The savings habit it builds is worth as much as the interest it pays.
For those ready to add the second layer — the one that keeps the goal alive regardless of what life brings — Shriram Life's savings plans are worth looking at.
FAQs
What is the full form of RD?
RD stands for Recurring Deposit. In post office terms, the official name is the National Savings Recurring Deposit Account.
What is the Post Office RD interest rate in 2026?
6.7% per annum, compounded quarterly. Confirmed for April–June 2026 by the Ministry of Finance on March 30, 2026. The next review is due June 30, 2026. Whatever rate applies when the account is opened stays for the full five-year tenure — future revisions do not affect existing accounts.
What is the minimum deposit?
₹100 per month. No upper limit. Deposits must be in multiples of ₹10.
Can the account be closed before 5 years?
After three years, yes. Closure before that point reverts the account to the Post Office Savings Account interest rate — lower than the RD rate. A written application and the passbook go to the post office for processing.
Does Post Office RD give a Section 80C deduction?
No — and this is probably the most common misconception about the scheme. The Post Office 5-year Time Deposit qualifies for 80C. The Recurring Deposit does not. Interest earned on RD is taxed as per the investor's income slab. [VERIFY with compliance]
Is TDS deducted on the interest?
No TDS at source. But the interest is taxable and needs to be declared under 'Income from Other Sources' in the annual ITR.
Can a minor open this account?
Above 10 years of age — yes, independently.

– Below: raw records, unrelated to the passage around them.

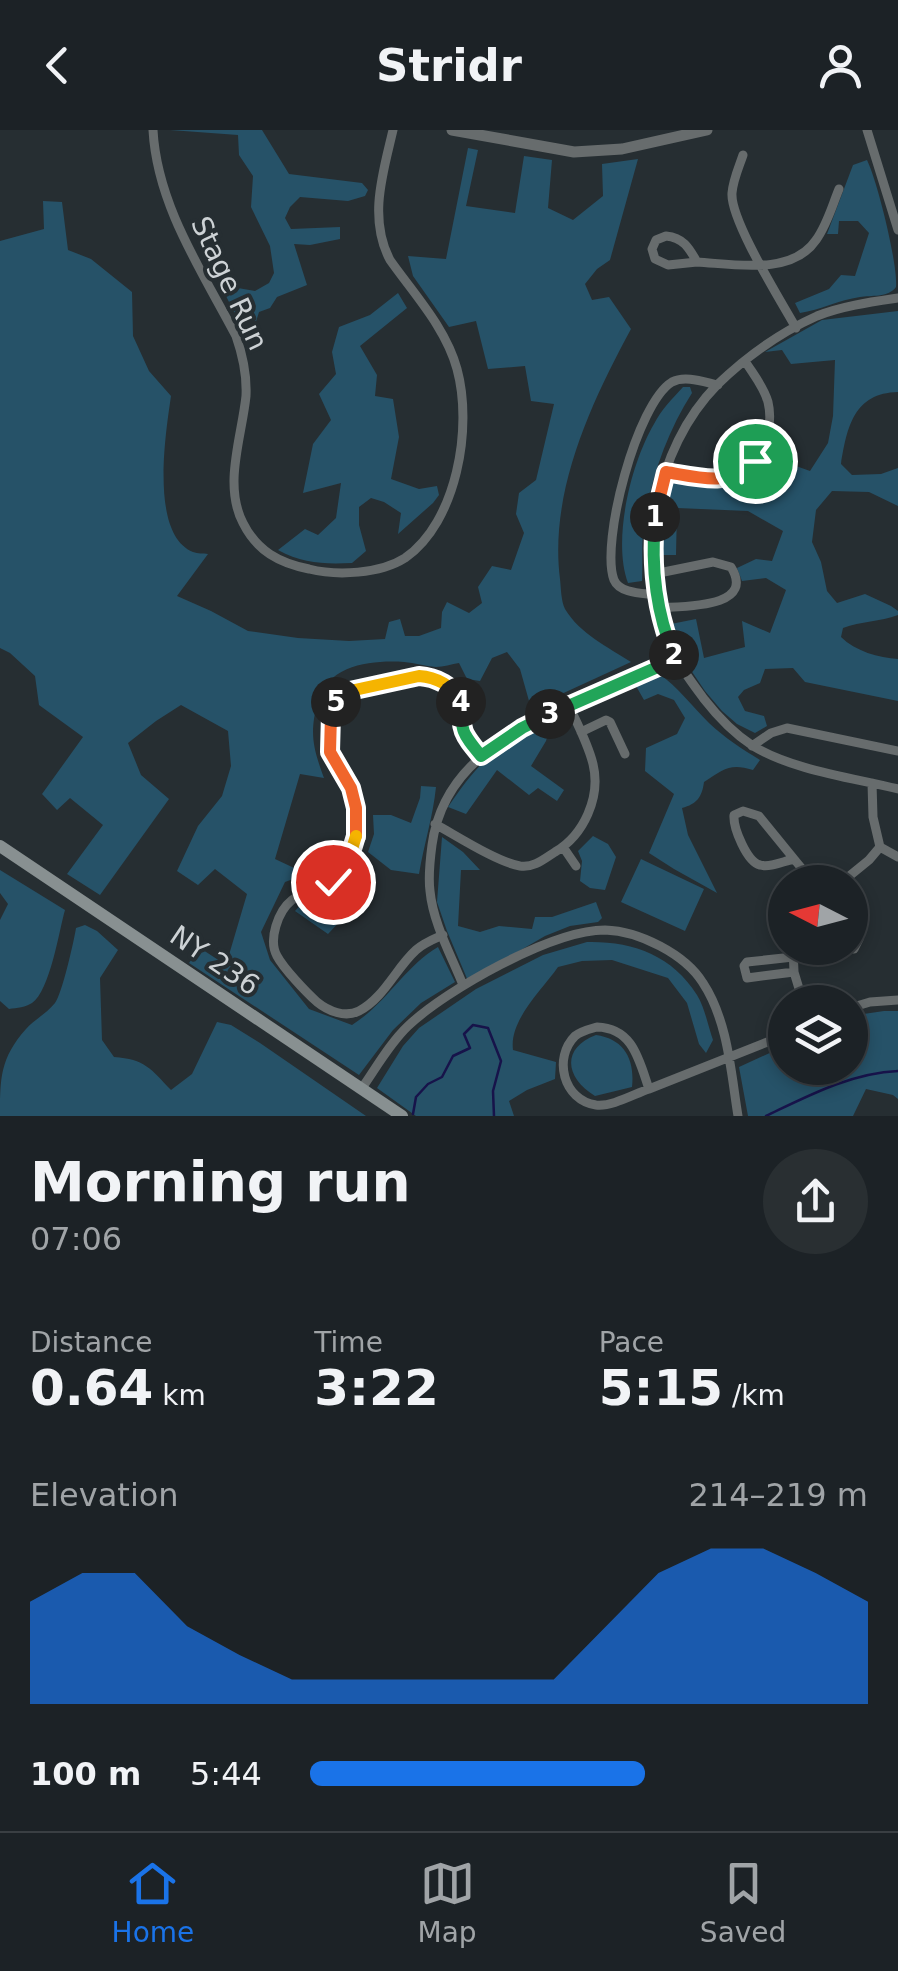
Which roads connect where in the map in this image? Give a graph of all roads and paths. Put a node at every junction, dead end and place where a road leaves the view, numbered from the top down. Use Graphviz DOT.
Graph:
graph roads {
  1 [pos="154,130"];
  2 [pos="393,130"];
  3 [pos="452,130"];
  4 [pos="706,130"];
  5 [pos="867,130"];
  6 [pos="743,155"];
  7 [pos="840,190"];
  8 [pos="898,230"];
  9 [pos="697,262"];
  10 [pos="761,265"];
  11 [pos="898,298"];
  12 [pos="796,328"];
  13 [pos="745,361"];
  14 [pos="718,385"];
  15 [pos="666,472"];
  16 [pos="654,574"];
  17 [pos="656,595"];
  18 [pos="658,608"];
  19 [pos="676,659"];
  20 [pos="569,706"];
  21 [pos="581,732"];
  22 [pos="752,746"];
  23 [pos="898,750"];
  24 [pos="624,754"];
  25 [pos="481,756"];
  26 [pos="872,783"];
  27 [pos="898,789"];
  28 [pos="435,824"];
  29 [pos="0,846"];
  30 [pos="563,847"];
  31 [pos="880,847"];
  32 [pos="898,857"];
  33 [pos="794,859"];
  34 [pos="799,865"];
  35 [pos="863,865"];
  36 [pos="576,866"];
  37 [pos="443,934"];
  38 [pos="768,957"];
  39 [pos="794,965"];
  40 [pos="794,972"];
  41 [pos="463,985"];
  42 [pos="798,985"];
  43 [pos="898,1000"];
  44 [pos="868,1003"];
  45 [pos="768,1041"];
  46 [pos="728,1058"];
  47 [pos="362,1088"];
  48 [pos="649,1088"];
  49 [pos="402,1116"];
  50 [pos="738,1116"];
  1 -- 2 [label="street, Stage Run"];
  3 -- 4 [label="street"];
  5 -- 8 [label="street"];
  6 -- 10 [label="street"];
  7 -- 10 [label="street"];
  9 -- 9 [label="street"];
  9 -- 10 [label="street"];
  10 -- 12 [label="street"];
  11 -- 12 [label="street"];
  12 -- 13 [label="street"];
  13 -- 14 [label="street"];
  13 -- 15 [label="street"];
  14 -- 15 [label="street"];
  14 -- 17 [label="street"];
  15 -- 16 [label="street"];
  16 -- 17 [label="street"];
  16 -- 18 [label="street"];
  17 -- 18 [label="street"];
  18 -- 19 [label="street"];
  19 -- 20 [label="street"];
  19 -- 22 [label="street"];
  20 -- 21 [label="street"];
  20 -- 25 [label="street"];
  21 -- 24 [label="street"];
  21 -- 30 [label="street"];
  22 -- 23 [label="street"];
  22 -- 26 [label="street"];
  25 -- 28 [label="street"];
  25 -- 37 [label="street"];
  26 -- 27 [label="street"];
  26 -- 31 [label="street"];
  28 -- 30 [label="street"];
  28 -- 37 [label="street"];
  29 -- 47 [label="main road, NY 236 / NY 236"];
  30 -- 36 [label="street"];
  31 -- 32 [label="street"];
  31 -- 35 [label="street"];
  33 -- 33 [label="street"];
  33 -- 34 [label="street"];
  37 -- 41 [label="street"];
  38 -- 40 [label="street"];
  39 -- 40 [label="street"];
  40 -- 42 [label="street"];
  41 -- 46 [label="street"];
  41 -- 47 [label="street"];
  43 -- 44 [label="street"];
  45 -- 46 [label="street"];
  46 -- 48 [label="street"];
  46 -- 50 [label="street"];
  47 -- 49 [label="main road, NY 236 / NY 236"];
  48 -- 48 [label="street"];
}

Below 10, a parent or guardian opens the account on the child's behalf.
What happens if a deposit is missed?
A ₹1 default fee per ₹100 of the monthly instalment applies for each missed month. Four or more consecutive defaults and the account is marked discontinued. Revival is possible within two months — outstanding instalments plus default fees settle it.

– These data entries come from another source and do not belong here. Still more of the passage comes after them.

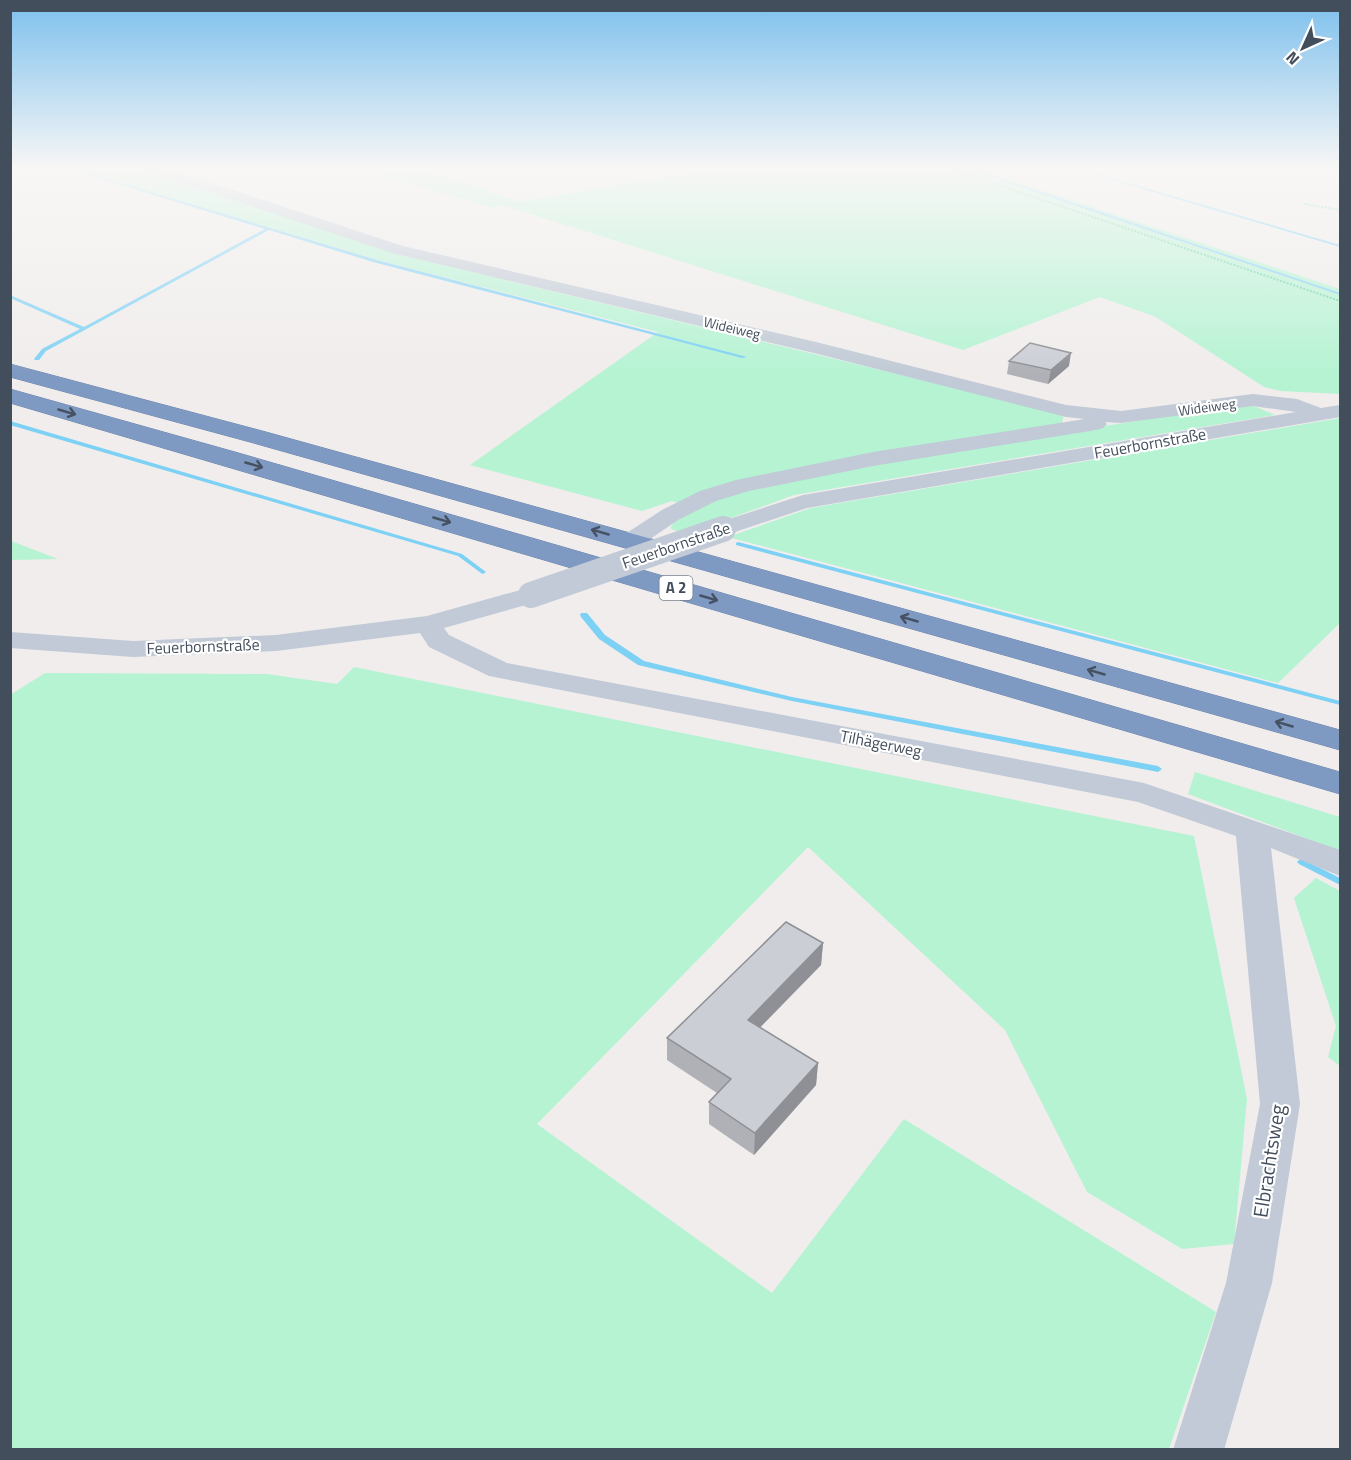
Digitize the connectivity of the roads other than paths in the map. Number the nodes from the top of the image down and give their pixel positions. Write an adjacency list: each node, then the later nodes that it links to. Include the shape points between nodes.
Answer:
1 (359, 237): 6 (street, Wideiweg, via 398,250 1066,411)
2 (10, 370): 7 (highway, A 2, one-way to 2)
3 (10, 396): 11 (highway, A 2, one-way to 11)
4 (1341, 411): 5 (street, Feuerbornstraße)
5 (1318, 414): 6 (street, Wideiweg, via 1297,405 1253,400 1154,414); 8 (street, Feuerbornstraße, bridge, via 803,502 531,595)
6 (1103, 416): 7 (street, via 1100,423 873,459 744,485 670,514)
7 (631, 541): 10 (highway, A 2, one-way to 7)
8 (428, 624): 9 (street, Feuerbornstraße, via 276,643 133,649); 12 (street, Tilhägerweg, via 440,641 499,670 1144,793)
9 (10, 639)
10 (1341, 740)
11 (1341, 783)
12 (1252, 830): 13 (street, Tilhägerweg); 14 (street, Elbrachtsweg, via 1280,1104 1249,1283)
13 (1341, 864)
14 (1198, 1449)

Post Office mein RD kaise kholein?
Nazdiki post office branch mein jaake Form-1 maangein. Aadhaar ya PAN saath leke jaein, aur minimum ₹100 ki pehli deposit karein. Passbook usi din milti hai. Agar pehle se IPPB account hai, toh app se bhi kholein.
Post Office RD par tax lagta hai kya?
Haan. Interest fully taxable hota hai — 'Income from Other Sources' ke under, income slab ke hisaab se. Section 80C ka koi fayda nahi milta RD par. ITR mein declare karna zaroori hai.